┌─ Entries shown

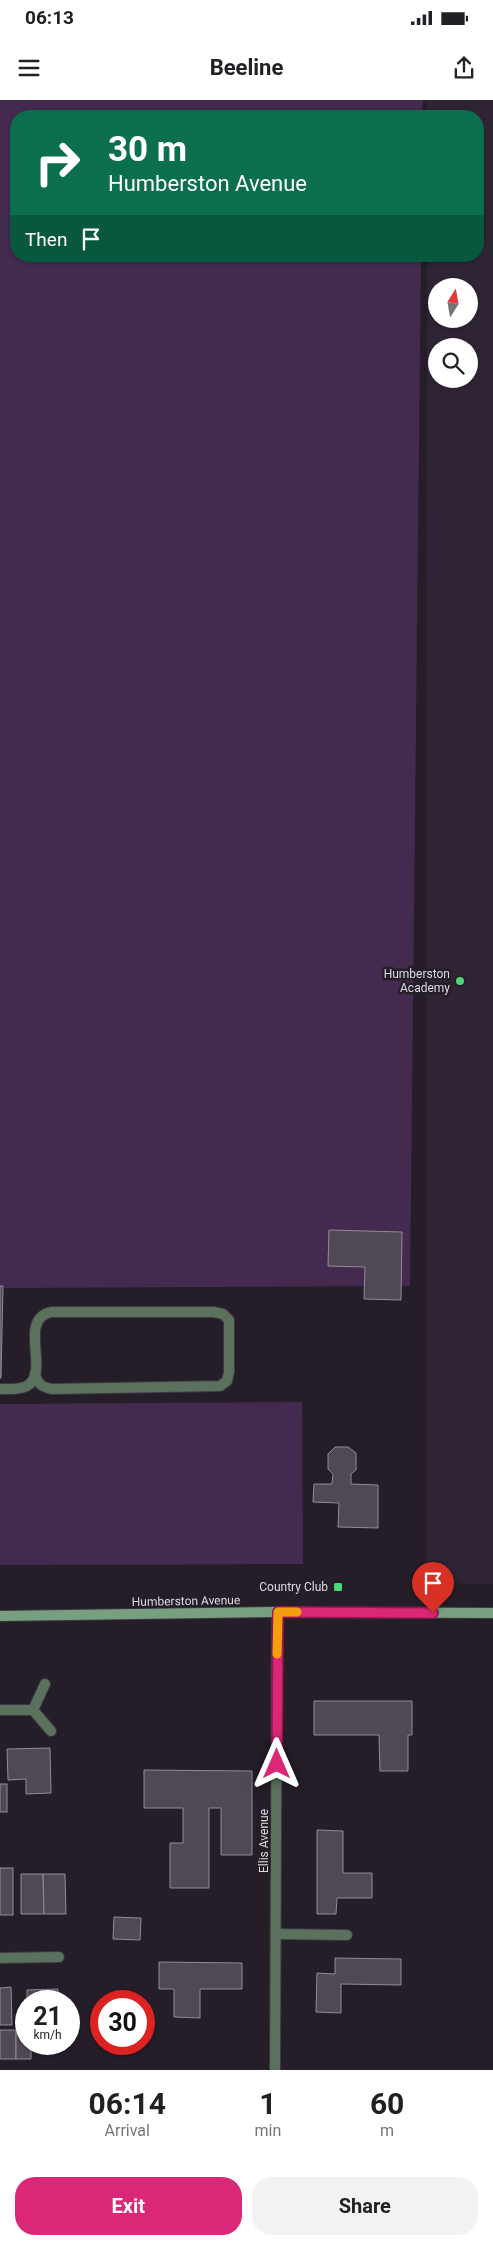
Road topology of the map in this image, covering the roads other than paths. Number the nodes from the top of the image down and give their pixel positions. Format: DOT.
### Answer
graph roads {
  1 [pos="35,1373"];
  2 [pos="0,1389"];
  3 [pos="278,1612"];
  4 [pos="493,1614"];
  5 [pos="0,1616"];
  6 [pos="45,1684"];
  7 [pos="0,1710"];
  8 [pos="33,1710"];
  9 [pos="51,1731"];
  10 [pos="276,1934"];
  11 [pos="346,1935"];
  12 [pos="59,1957"];
  13 [pos="0,1958"];
  14 [pos="275,2070"];
  1 -- 1 [label="street"];
  1 -- 2 [label="street"];
  3 -- 4 [label="main road, Humberston Avenue"];
  3 -- 5 [label="main road, Humberston Avenue"];
  3 -- 10 [label="street, Ellis Avenue"];
  6 -- 8 [label="street"];
  7 -- 8 [label="street"];
  8 -- 9 [label="street"];
  10 -- 11 [label="street"];
  10 -- 14 [label="street, Ellis Avenue"];
  12 -- 13 [label="street"];
}
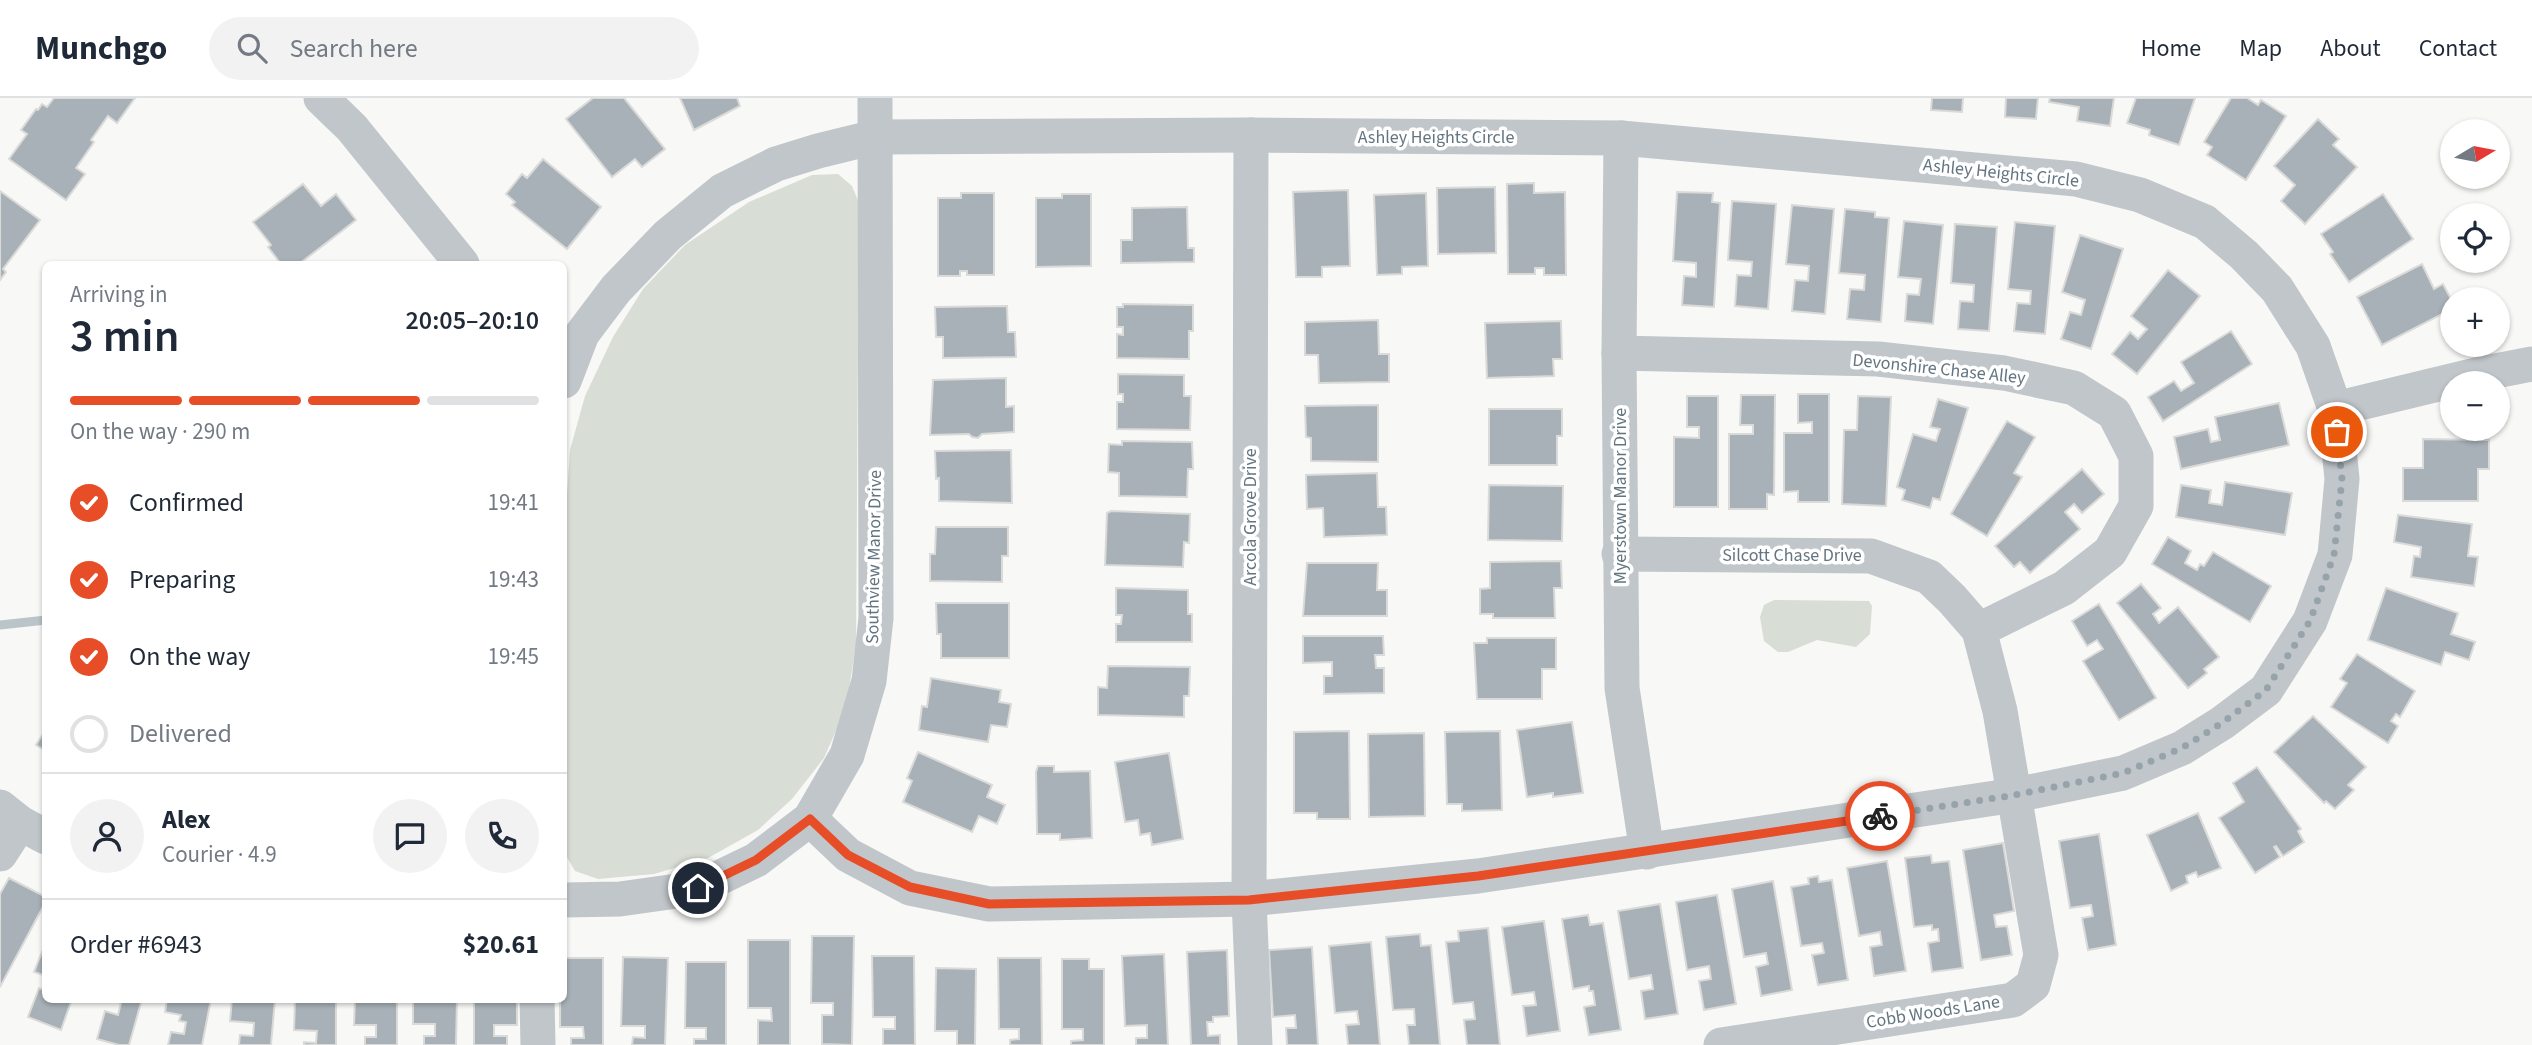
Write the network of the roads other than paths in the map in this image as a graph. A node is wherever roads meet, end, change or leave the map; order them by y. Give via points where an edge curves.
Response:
1 (321, 98) edge
2 (875, 98) edge
3 (1251, 135) junction
4 (875, 137) junction
5 (1621, 138) junction
6 (460, 261) edge
7 (573, 331) edge
8 (1619, 353) junction
9 (567, 364) edge
10 (2532, 364) edge
11 (2334, 409) junction
12 (1619, 554) junction
13 (1979, 630) junction
14 (2015, 795) junction
15 (810, 819) junction
16 (22, 823) edge
17 (1647, 852) junction
18 (0, 854) edge
19 (567, 900) edge
20 (1249, 900) junction
21 (537, 1003) edge
22 (538, 1045) edge
23 (1255, 1045) edge
24 (1721, 1045) edge

1 - 6 street via 352,128
2 - 4 street, Southview Manor Drive
3 - 4 street, Ashley Heights Circle
3 - 5 street, Ashley Heights Circle
3 - 20 street, Arcola Grove Drive
4 - 7 street, Ashley Heights Circle via 776,164 722,191 668,235
4 - 15 street, Southview Manor Drive via 876,618 869,681 846,755
5 - 8 street, Myerstown Manor Drive
5 - 11 street, Ashley Heights Circle via 2076,179 2140,195 2205,222 2277,289 2313,346
7 - 9 street, Ashley Heights Circle
8 - 12 street, Myerstown Manor Drive
8 - 13 street, Devonshire Chase Alley via 1878,359 2004,373 2074,388 2113,413 2136,456 2136,506 2110,552 2064,588
10 - 11 street
11 - 14 street, Ashley Heights Circle via 2342,479 2334,555 2310,621 2266,690 2182,748 2123,773
12 - 13 street, Silcott Chase Drive via 1871,555 1929,577
12 - 17 street, Myerstown Manor Drive via 1622,688
13 - 14 street, Silcott Chase Drive
14 - 17 street, Ashley Heights Circle
14 - 24 street, Cobb Woods Lane via 2040,955 2033,985 2013,999
15 - 19 street, Southview Manor Drive via 756,860 698,888 620,899
15 - 20 street, Ashley Heights Circle via 848,855 910,887 989,904
16 - 18 street
17 - 20 street, Ashley Heights Circle via 1478,876
20 - 23 street, Arcola Grove Drive
21 - 22 street

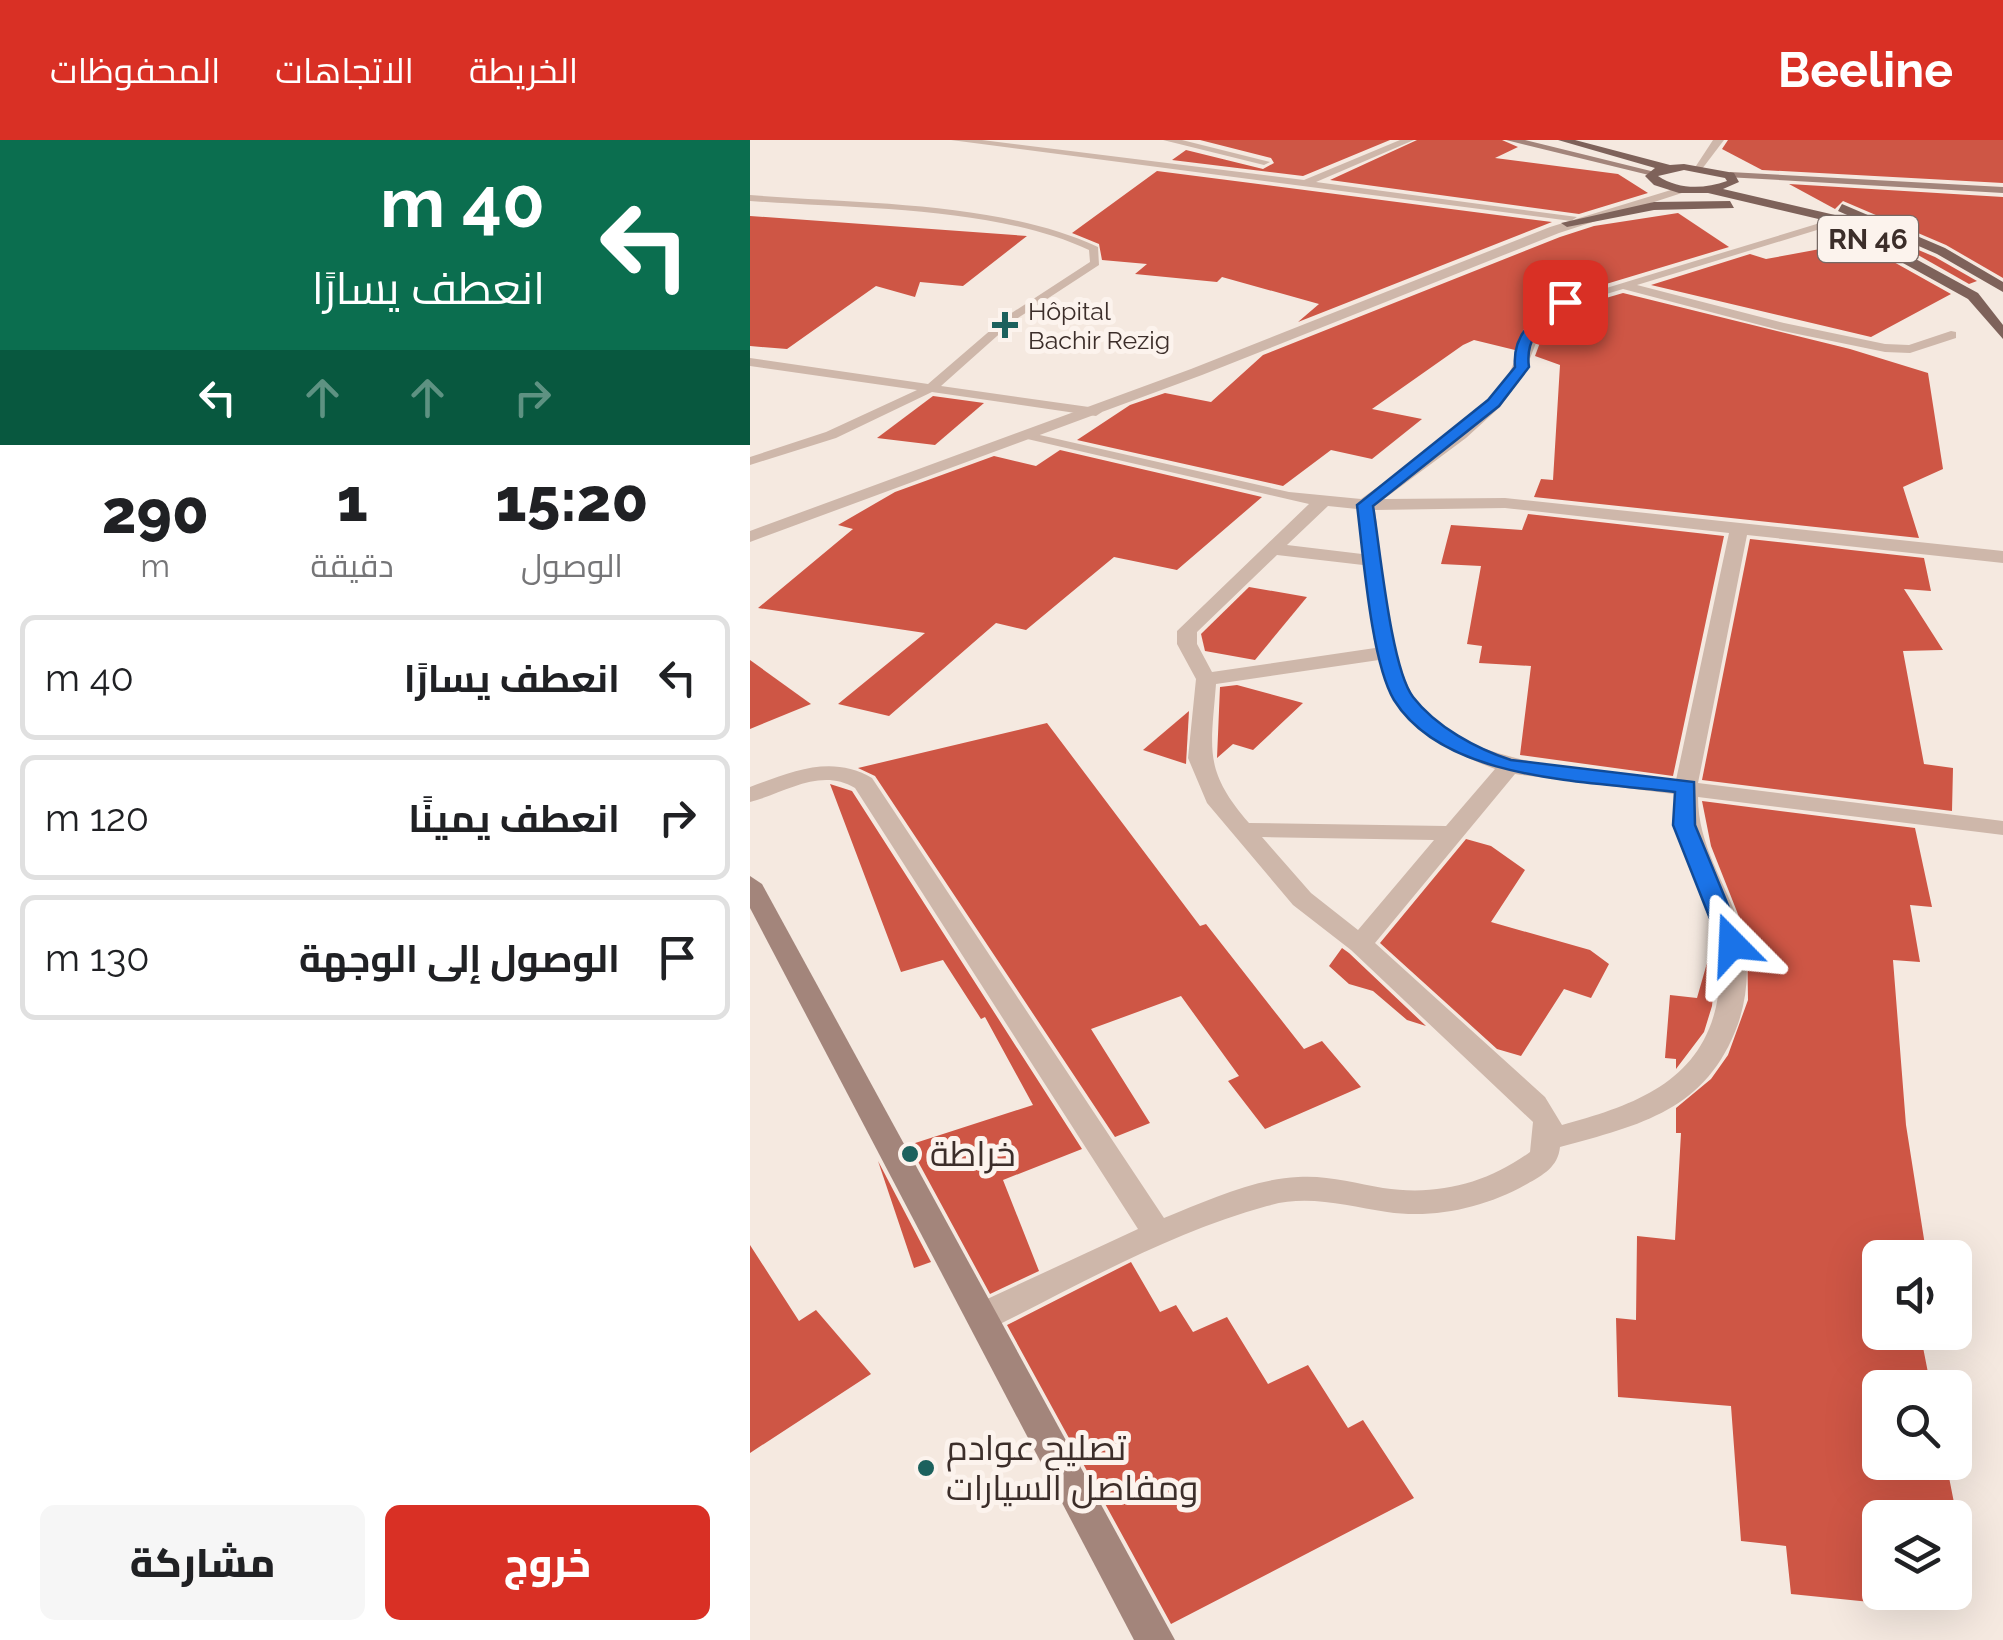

└─

- [Required action]
Starting from the records above, filter out all lines except those containing the word "Silcott".

- [Result]
12 - 13 street, Silcott Chase Drive via 1871,555 1929,577
13 - 14 street, Silcott Chase Drive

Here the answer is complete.